Yesterday, to honor John on his birthday, I shared with you the key to his character: his favorite book is Shel Silverstein’s The Giving Tree. Today’s post, I hope, conveys just how much I love and admire my Valentine, and I think this picture tells more of the story.
Every two weeks, John spends a couple of hours hooked up to an apheresis machine at Virginia Blood Services. The device is a type of centrifuge which extracts the blood platelets and some of the plasma from John’s whole blood, returning the red cells and most of the plasma back to him but retaining the life-giving platelets. As I understand it, platelets are an essential part of cancer and organ transplant treatments. John has been donating either whole blood or platelets for most of his adult life; he first gave blood when he lived in Pittsburgh in the late 1980s, after learning about an area child, suffering from leukemia, who needed platelets for treatment.
I’m not afraid of needles or anything, but I’ve never given blood before. My blood pressure has always trended on the low side; I am, unfortunately, one of those people with a lower than usual supply of energy. I suppose I just assumed that giving blood would have an adverse effect on me, depleting my precious stores of vitality.

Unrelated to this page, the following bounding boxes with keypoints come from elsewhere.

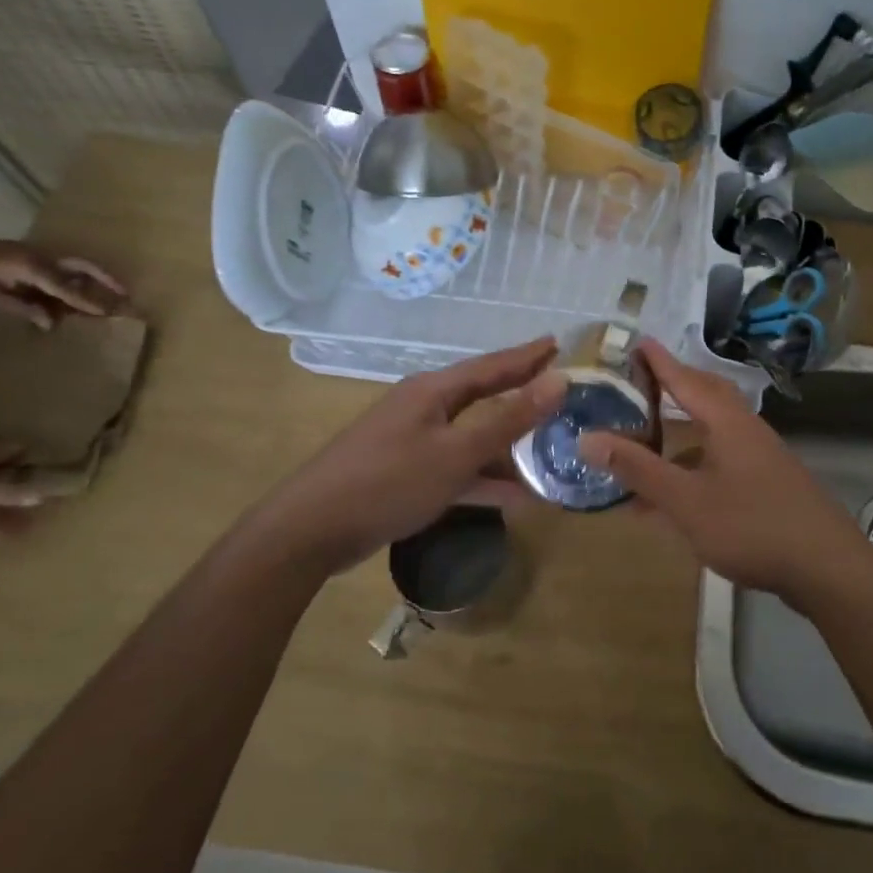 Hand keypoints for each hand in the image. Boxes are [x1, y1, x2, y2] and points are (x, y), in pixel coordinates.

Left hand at [0, 230, 126, 328]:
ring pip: (77, 266)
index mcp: (31, 266)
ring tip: (112, 295)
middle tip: (127, 294)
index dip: (87, 301)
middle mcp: (42, 257)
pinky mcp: (34, 257)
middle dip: (107, 280)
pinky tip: (80, 293)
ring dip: (96, 279)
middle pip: (84, 266)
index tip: (109, 312)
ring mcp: (39, 255)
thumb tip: (52, 322)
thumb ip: (22, 307)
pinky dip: (77, 280)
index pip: (67, 287)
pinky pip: (63, 269)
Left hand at [279, 338, 566, 573]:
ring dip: (508, 445)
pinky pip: (457, 469)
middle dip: (519, 394)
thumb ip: (509, 419)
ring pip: (471, 437)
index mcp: (433, 391)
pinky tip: (516, 496)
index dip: (527, 356)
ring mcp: (413, 443)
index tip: (557, 343)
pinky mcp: (407, 475)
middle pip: (482, 397)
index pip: (491, 365)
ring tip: (548, 446)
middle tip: (557, 388)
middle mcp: (423, 409)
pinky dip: (485, 479)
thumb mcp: (456, 452)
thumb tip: (559, 380)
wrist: (314, 529)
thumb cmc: (389, 481)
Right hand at [579, 340, 872, 608]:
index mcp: (727, 423)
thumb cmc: (751, 526)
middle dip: (675, 385)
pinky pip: (722, 460)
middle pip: (707, 396)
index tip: (637, 341)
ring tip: (649, 436)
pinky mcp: (769, 485)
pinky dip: (694, 465)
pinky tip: (676, 494)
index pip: (686, 379)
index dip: (659, 361)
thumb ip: (638, 470)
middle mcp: (746, 431)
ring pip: (714, 431)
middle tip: (643, 380)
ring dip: (682, 430)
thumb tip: (588, 438)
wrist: (826, 569)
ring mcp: (762, 458)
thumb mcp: (686, 501)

But on Sunday I accompanied John to Virginia Blood Services and, to my pleasant surprise, I passed the initial screening. I then got myself tethered to a tube and proceeded to have one pint of whole blood siphoned from myself, feeling rather like a pump at a gas station. The whole procedure took about eight minutes. And although John’s method of donating—apheresis—takes about two hours, the process is typically kinder to his system than giving whole blood, because the machine returns the vital red cells to him. Giving whole blood, in which one relinquishes red cells, platelets, plasma and all, can tend to leave a person feeling weaker than giving via apheresis. I’m glad to say, however, that after drinking a can of sugared soda at the advice of the technician (something I never do), I only felt tired, not light-headed or ill in any way.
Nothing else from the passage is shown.